Task brief → Repeat, exactly and with no pictures, the lines that run from the beginning of the entries through the line containing "middle pip: (623, 957)".

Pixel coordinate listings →
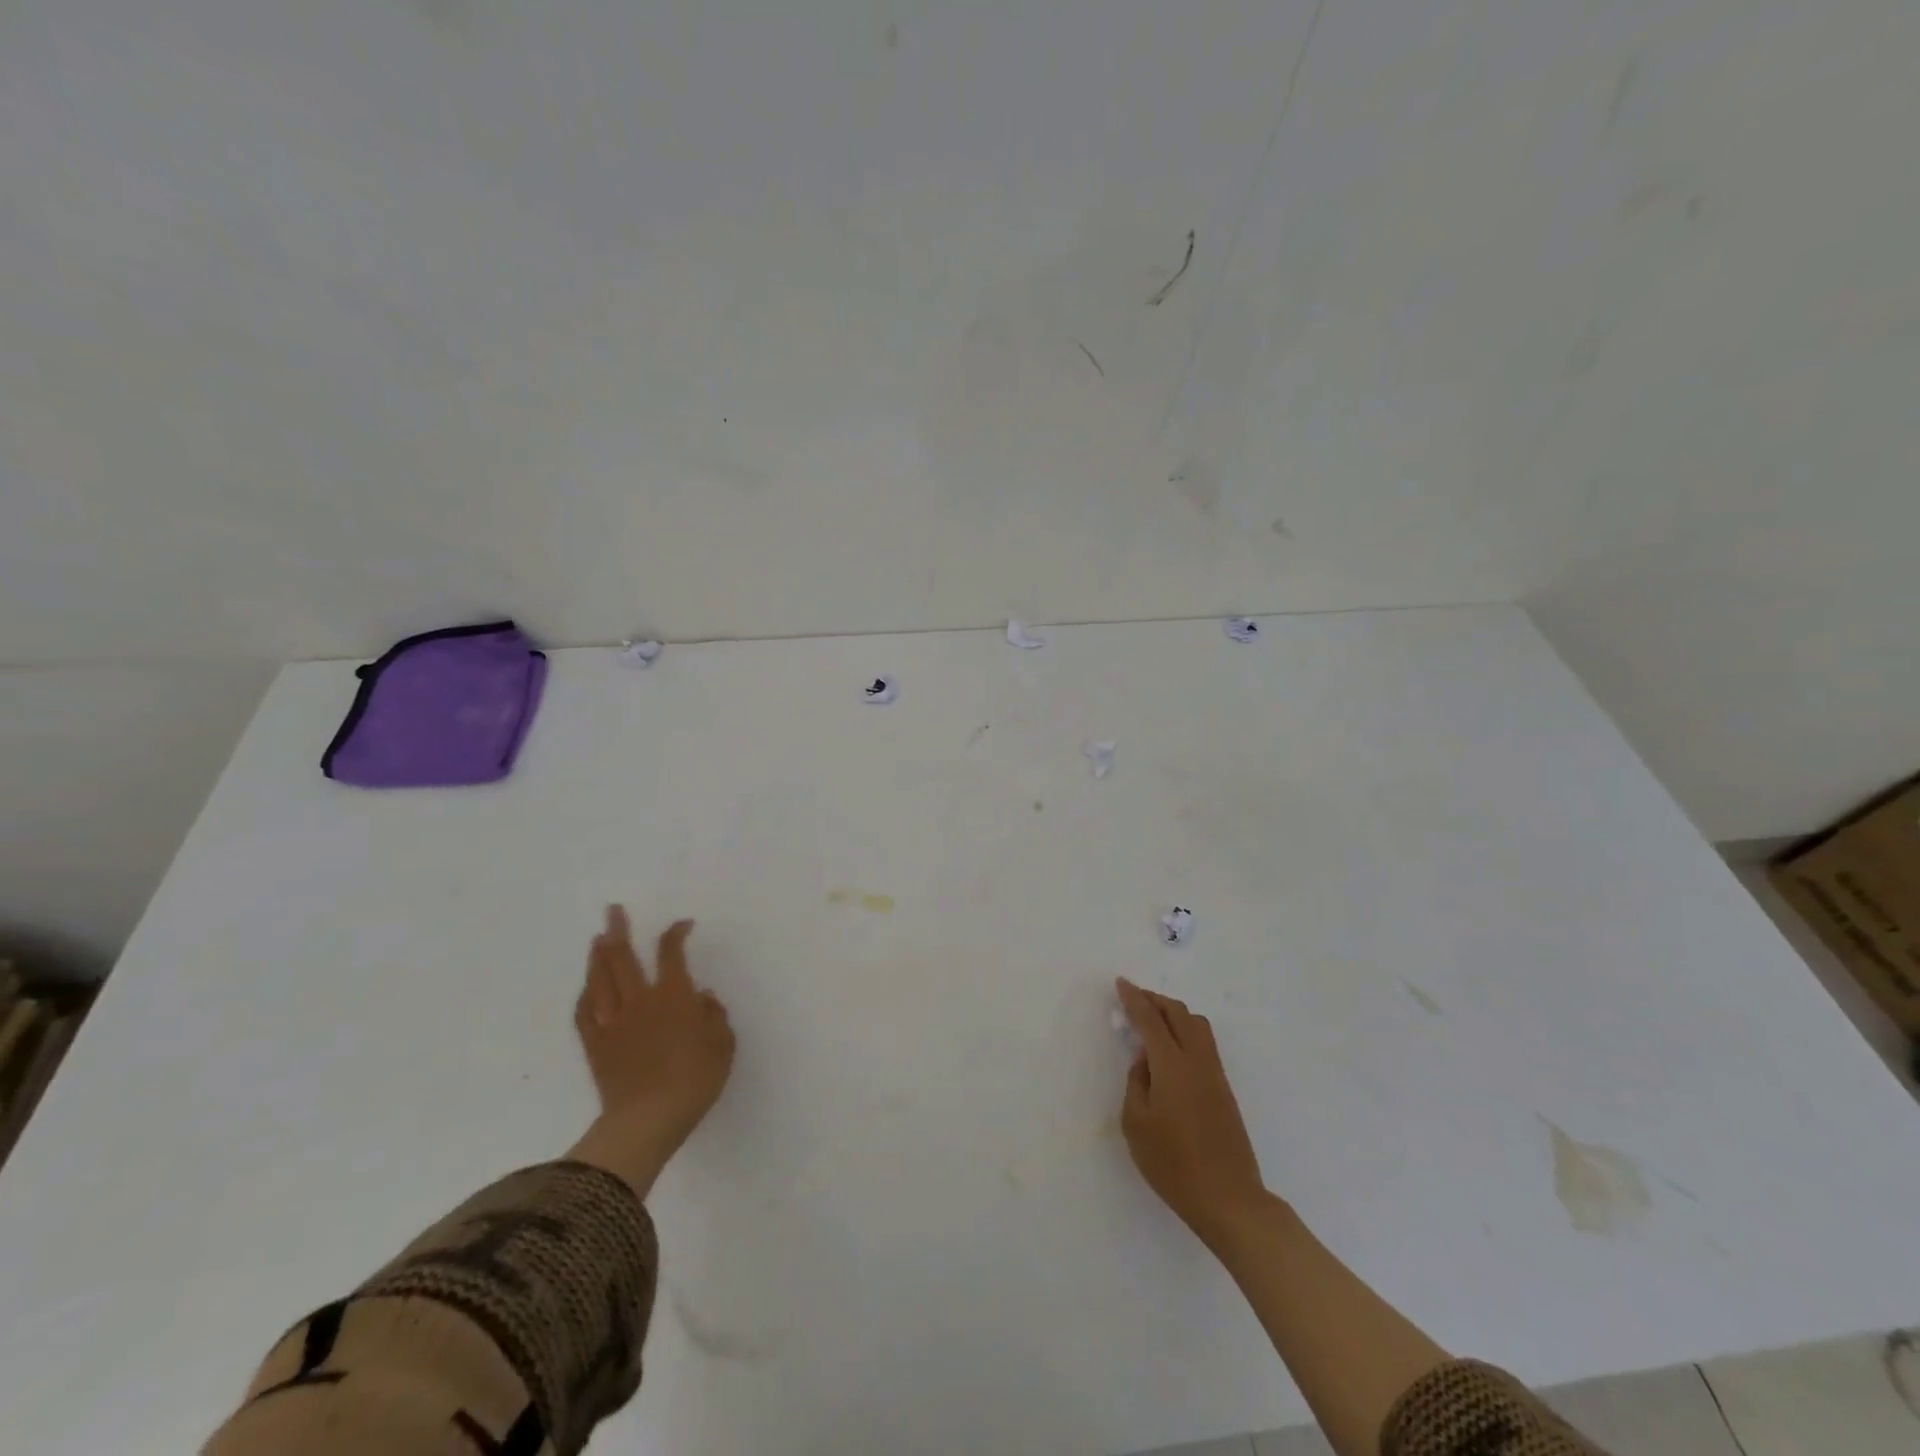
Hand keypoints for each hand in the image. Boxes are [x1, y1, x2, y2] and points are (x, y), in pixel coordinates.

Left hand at [569, 907, 735, 1195]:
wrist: (648, 1120)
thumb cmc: (695, 1080)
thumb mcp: (723, 1045)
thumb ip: (714, 1015)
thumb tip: (701, 998)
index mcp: (673, 996)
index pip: (671, 953)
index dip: (676, 933)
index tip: (683, 925)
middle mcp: (640, 1000)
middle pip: (623, 957)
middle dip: (618, 930)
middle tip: (613, 910)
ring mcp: (613, 1022)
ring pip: (600, 980)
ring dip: (597, 956)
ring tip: (597, 939)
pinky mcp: (596, 1046)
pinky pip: (584, 1014)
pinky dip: (585, 995)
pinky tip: (587, 988)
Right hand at [1116, 977, 1266, 1247]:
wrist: (1228, 1199)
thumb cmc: (1173, 1164)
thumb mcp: (1136, 1124)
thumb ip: (1136, 1082)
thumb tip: (1145, 1060)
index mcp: (1172, 1065)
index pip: (1150, 1019)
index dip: (1134, 998)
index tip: (1121, 982)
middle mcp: (1197, 1060)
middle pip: (1179, 1013)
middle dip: (1155, 1000)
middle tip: (1134, 997)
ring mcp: (1215, 1074)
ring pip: (1197, 1024)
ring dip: (1174, 1013)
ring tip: (1153, 1019)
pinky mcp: (1224, 1089)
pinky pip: (1204, 1042)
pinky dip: (1186, 1030)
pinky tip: (1172, 1047)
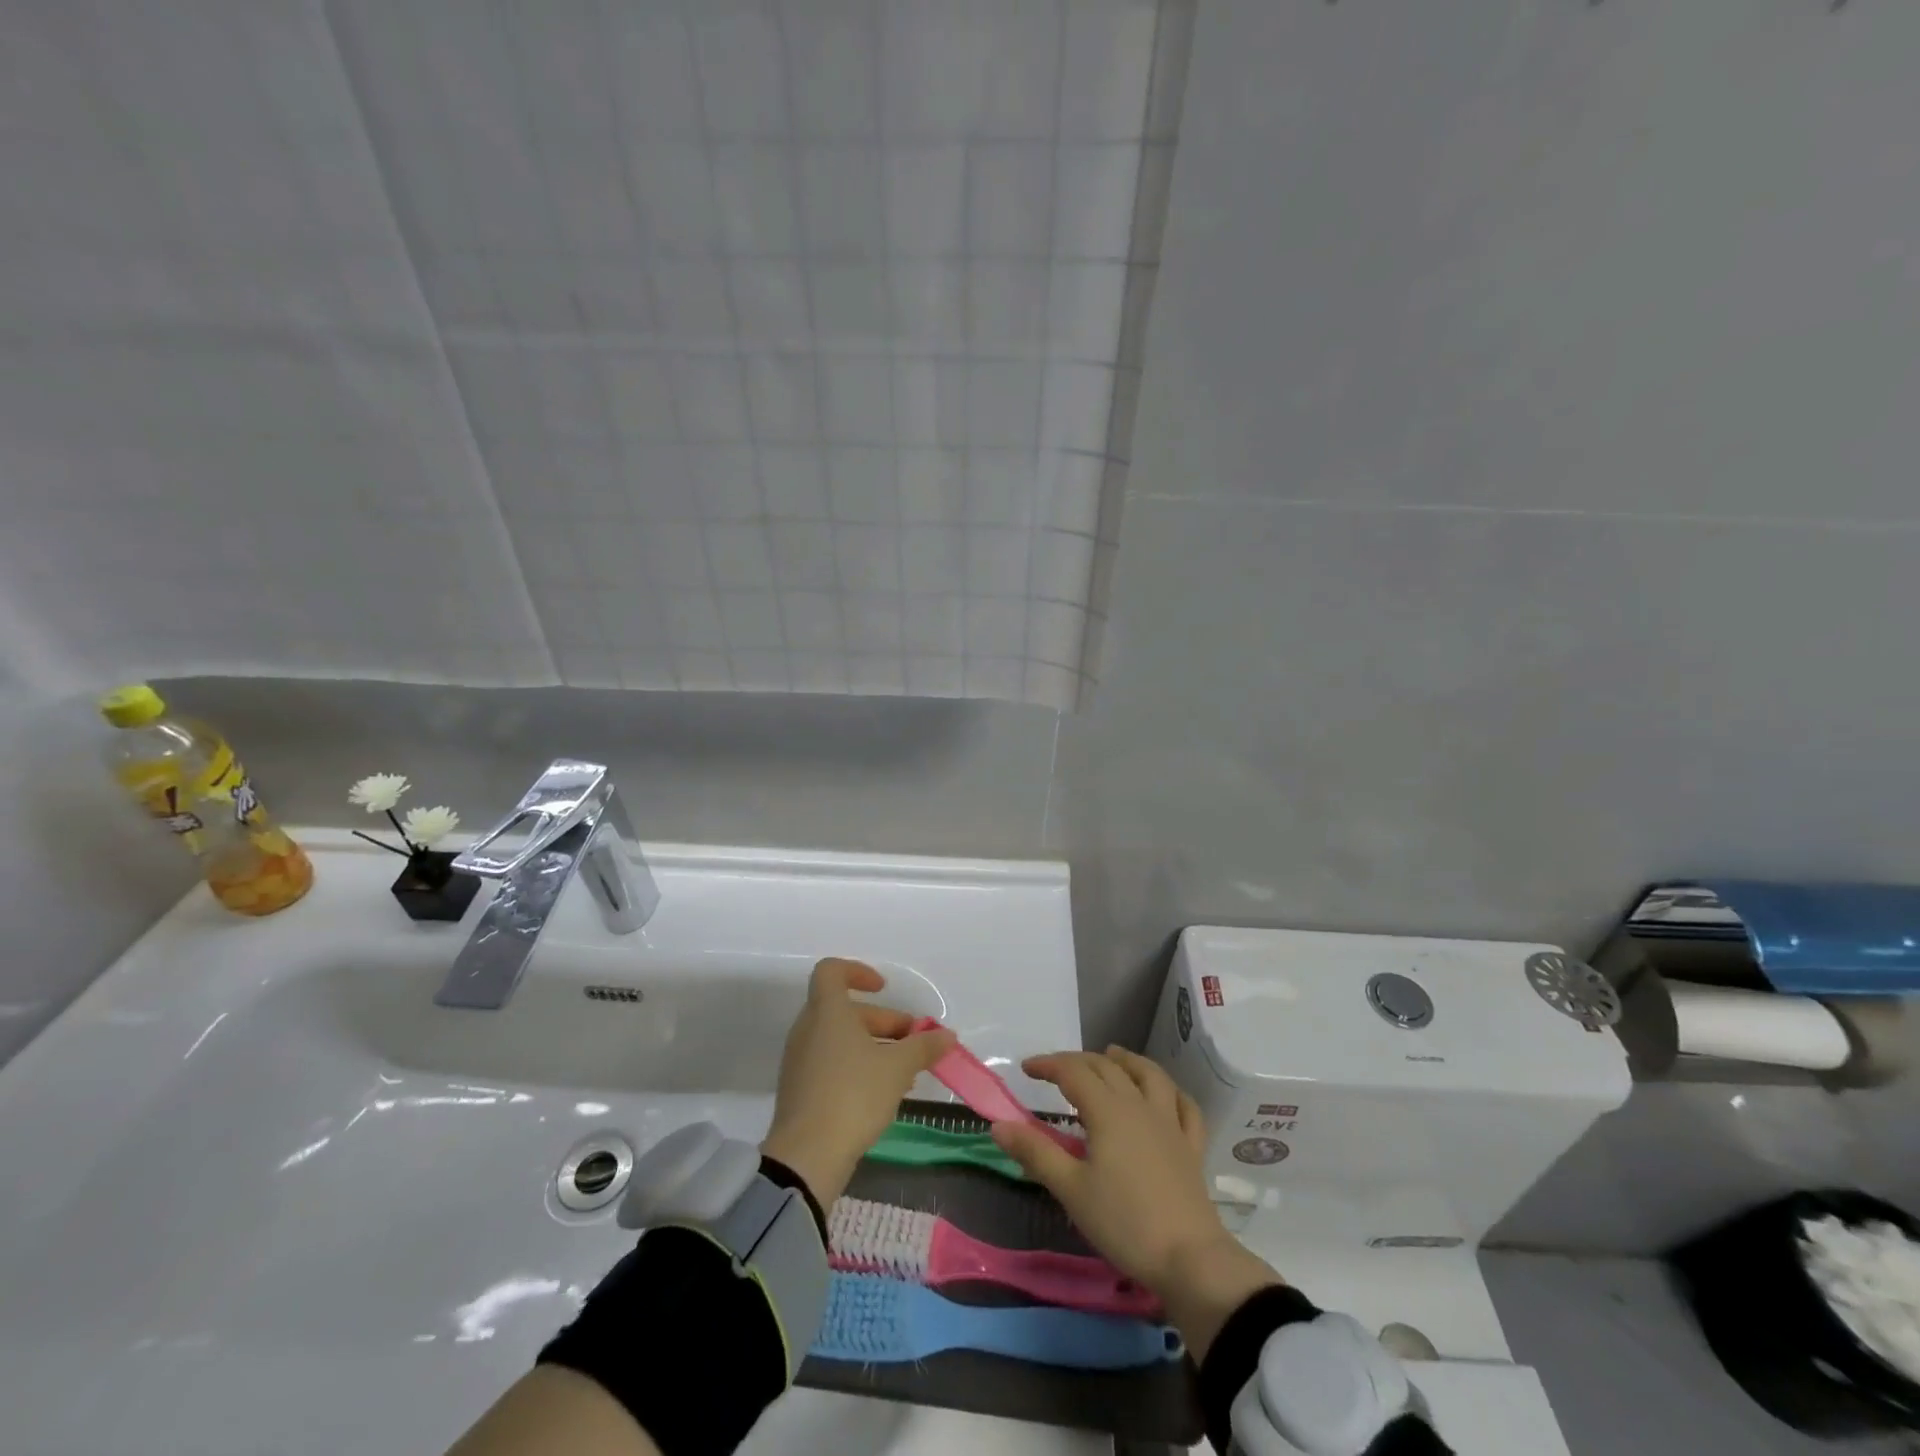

Answer to this exercise →
Hand keypoints for each hand in the image. Boxes are [x1, y1, x2, y2] and points are (x, y), in pixel coordinates.

Left hand at [569, 907, 735, 1195]:
wrist: (648, 1120)
thumb cmc: (695, 1080)
thumb mcp: (723, 1045)
thumb ip: (714, 1015)
thumb tip: (701, 998)
index mcp: (673, 996)
index pip: (671, 953)
index dip: (676, 933)
index tip: (683, 925)
middle mcp: (640, 1000)
middle pip: (623, 957)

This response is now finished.